# Exercise directions
Output all records below verbatim.

# Record set
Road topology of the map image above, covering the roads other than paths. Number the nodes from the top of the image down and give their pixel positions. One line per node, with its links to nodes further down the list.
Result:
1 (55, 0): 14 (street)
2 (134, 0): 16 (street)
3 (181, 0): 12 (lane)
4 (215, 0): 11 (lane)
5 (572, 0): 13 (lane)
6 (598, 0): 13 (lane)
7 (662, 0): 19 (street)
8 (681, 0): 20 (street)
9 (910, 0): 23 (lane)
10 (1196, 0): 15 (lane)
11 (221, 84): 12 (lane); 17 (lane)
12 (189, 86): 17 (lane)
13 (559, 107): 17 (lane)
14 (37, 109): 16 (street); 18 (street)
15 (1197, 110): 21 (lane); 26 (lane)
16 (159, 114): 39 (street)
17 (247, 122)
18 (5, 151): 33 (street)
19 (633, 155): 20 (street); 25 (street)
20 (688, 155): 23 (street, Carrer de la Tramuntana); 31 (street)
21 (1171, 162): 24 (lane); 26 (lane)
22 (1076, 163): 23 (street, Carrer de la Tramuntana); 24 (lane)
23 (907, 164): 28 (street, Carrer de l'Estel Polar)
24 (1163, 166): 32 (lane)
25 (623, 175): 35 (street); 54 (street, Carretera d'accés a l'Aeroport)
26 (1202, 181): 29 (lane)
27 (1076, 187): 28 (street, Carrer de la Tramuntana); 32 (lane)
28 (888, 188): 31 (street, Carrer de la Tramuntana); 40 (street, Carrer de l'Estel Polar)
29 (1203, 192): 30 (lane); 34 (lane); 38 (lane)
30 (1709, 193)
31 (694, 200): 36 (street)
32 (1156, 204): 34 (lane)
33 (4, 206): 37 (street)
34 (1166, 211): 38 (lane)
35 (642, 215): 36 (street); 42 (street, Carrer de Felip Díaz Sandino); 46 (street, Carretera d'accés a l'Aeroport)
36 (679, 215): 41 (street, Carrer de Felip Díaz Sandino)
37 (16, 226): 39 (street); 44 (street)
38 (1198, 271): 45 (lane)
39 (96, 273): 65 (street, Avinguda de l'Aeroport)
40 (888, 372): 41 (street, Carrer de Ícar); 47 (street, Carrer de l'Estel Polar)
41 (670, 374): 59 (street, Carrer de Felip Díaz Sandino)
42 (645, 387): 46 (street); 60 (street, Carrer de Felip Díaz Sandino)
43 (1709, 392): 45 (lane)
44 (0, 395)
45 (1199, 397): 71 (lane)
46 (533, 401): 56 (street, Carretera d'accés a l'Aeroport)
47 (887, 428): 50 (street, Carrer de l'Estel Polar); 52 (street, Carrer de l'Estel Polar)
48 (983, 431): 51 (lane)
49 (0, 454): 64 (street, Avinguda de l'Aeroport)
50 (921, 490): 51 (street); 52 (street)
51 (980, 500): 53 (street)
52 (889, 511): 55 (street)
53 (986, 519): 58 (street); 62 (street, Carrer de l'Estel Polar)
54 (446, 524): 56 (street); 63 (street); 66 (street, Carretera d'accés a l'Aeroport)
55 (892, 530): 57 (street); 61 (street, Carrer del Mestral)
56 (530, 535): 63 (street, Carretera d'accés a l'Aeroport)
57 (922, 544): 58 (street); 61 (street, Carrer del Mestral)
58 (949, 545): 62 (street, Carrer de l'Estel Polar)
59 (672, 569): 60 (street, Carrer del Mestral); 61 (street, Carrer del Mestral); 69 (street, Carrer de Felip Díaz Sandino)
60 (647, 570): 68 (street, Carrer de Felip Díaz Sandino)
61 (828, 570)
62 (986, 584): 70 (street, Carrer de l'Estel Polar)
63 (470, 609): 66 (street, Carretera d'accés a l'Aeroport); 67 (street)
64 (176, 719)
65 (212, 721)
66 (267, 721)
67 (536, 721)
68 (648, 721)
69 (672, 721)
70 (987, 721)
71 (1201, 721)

# Response area
Road topology of the map image above, covering the roads other than paths. Number the nodes from the top of the image down and give their pixel positions. One line per node, with its links to nodes further down the list.
Result:
1 (55, 0): 14 (street)
2 (134, 0): 16 (street)
3 (181, 0): 12 (lane)
4 (215, 0): 11 (lane)
5 (572, 0): 13 (lane)
6 (598, 0): 13 (lane)
7 (662, 0): 19 (street)
8 (681, 0): 20 (street)
9 (910, 0): 23 (lane)
10 (1196, 0): 15 (lane)
11 (221, 84): 12 (lane); 17 (lane)
12 (189, 86): 17 (lane)
13 (559, 107): 17 (lane)
14 (37, 109): 16 (street); 18 (street)
15 (1197, 110): 21 (lane); 26 (lane)
16 (159, 114): 39 (street)
17 (247, 122)
18 (5, 151): 33 (street)
19 (633, 155): 20 (street); 25 (street)
20 (688, 155): 23 (street, Carrer de la Tramuntana); 31 (street)
21 (1171, 162): 24 (lane); 26 (lane)
22 (1076, 163): 23 (street, Carrer de la Tramuntana); 24 (lane)
23 (907, 164): 28 (street, Carrer de l'Estel Polar)
24 (1163, 166): 32 (lane)
25 (623, 175): 35 (street); 54 (street, Carretera d'accés a l'Aeroport)
26 (1202, 181): 29 (lane)
27 (1076, 187): 28 (street, Carrer de la Tramuntana); 32 (lane)
28 (888, 188): 31 (street, Carrer de la Tramuntana); 40 (street, Carrer de l'Estel Polar)
29 (1203, 192): 30 (lane); 34 (lane); 38 (lane)
30 (1709, 193)
31 (694, 200): 36 (street)
32 (1156, 204): 34 (lane)
33 (4, 206): 37 (street)
34 (1166, 211): 38 (lane)
35 (642, 215): 36 (street); 42 (street, Carrer de Felip Díaz Sandino); 46 (street, Carretera d'accés a l'Aeroport)
36 (679, 215): 41 (street, Carrer de Felip Díaz Sandino)
37 (16, 226): 39 (street); 44 (street)
38 (1198, 271): 45 (lane)
39 (96, 273): 65 (street, Avinguda de l'Aeroport)
40 (888, 372): 41 (street, Carrer de Ícar); 47 (street, Carrer de l'Estel Polar)
41 (670, 374): 59 (street, Carrer de Felip Díaz Sandino)
42 (645, 387): 46 (street); 60 (street, Carrer de Felip Díaz Sandino)
43 (1709, 392): 45 (lane)
44 (0, 395)
45 (1199, 397): 71 (lane)
46 (533, 401): 56 (street, Carretera d'accés a l'Aeroport)
47 (887, 428): 50 (street, Carrer de l'Estel Polar); 52 (street, Carrer de l'Estel Polar)
48 (983, 431): 51 (lane)
49 (0, 454): 64 (street, Avinguda de l'Aeroport)
50 (921, 490): 51 (street); 52 (street)
51 (980, 500): 53 (street)
52 (889, 511): 55 (street)
53 (986, 519): 58 (street); 62 (street, Carrer de l'Estel Polar)
54 (446, 524): 56 (street); 63 (street); 66 (street, Carretera d'accés a l'Aeroport)
55 (892, 530): 57 (street); 61 (street, Carrer del Mestral)
56 (530, 535): 63 (street, Carretera d'accés a l'Aeroport)
57 (922, 544): 58 (street); 61 (street, Carrer del Mestral)
58 (949, 545): 62 (street, Carrer de l'Estel Polar)
59 (672, 569): 60 (street, Carrer del Mestral); 61 (street, Carrer del Mestral); 69 (street, Carrer de Felip Díaz Sandino)
60 (647, 570): 68 (street, Carrer de Felip Díaz Sandino)
61 (828, 570)
62 (986, 584): 70 (street, Carrer de l'Estel Polar)
63 (470, 609): 66 (street, Carretera d'accés a l'Aeroport); 67 (street)
64 (176, 719)
65 (212, 721)
66 (267, 721)
67 (536, 721)
68 (648, 721)
69 (672, 721)
70 (987, 721)
71 (1201, 721)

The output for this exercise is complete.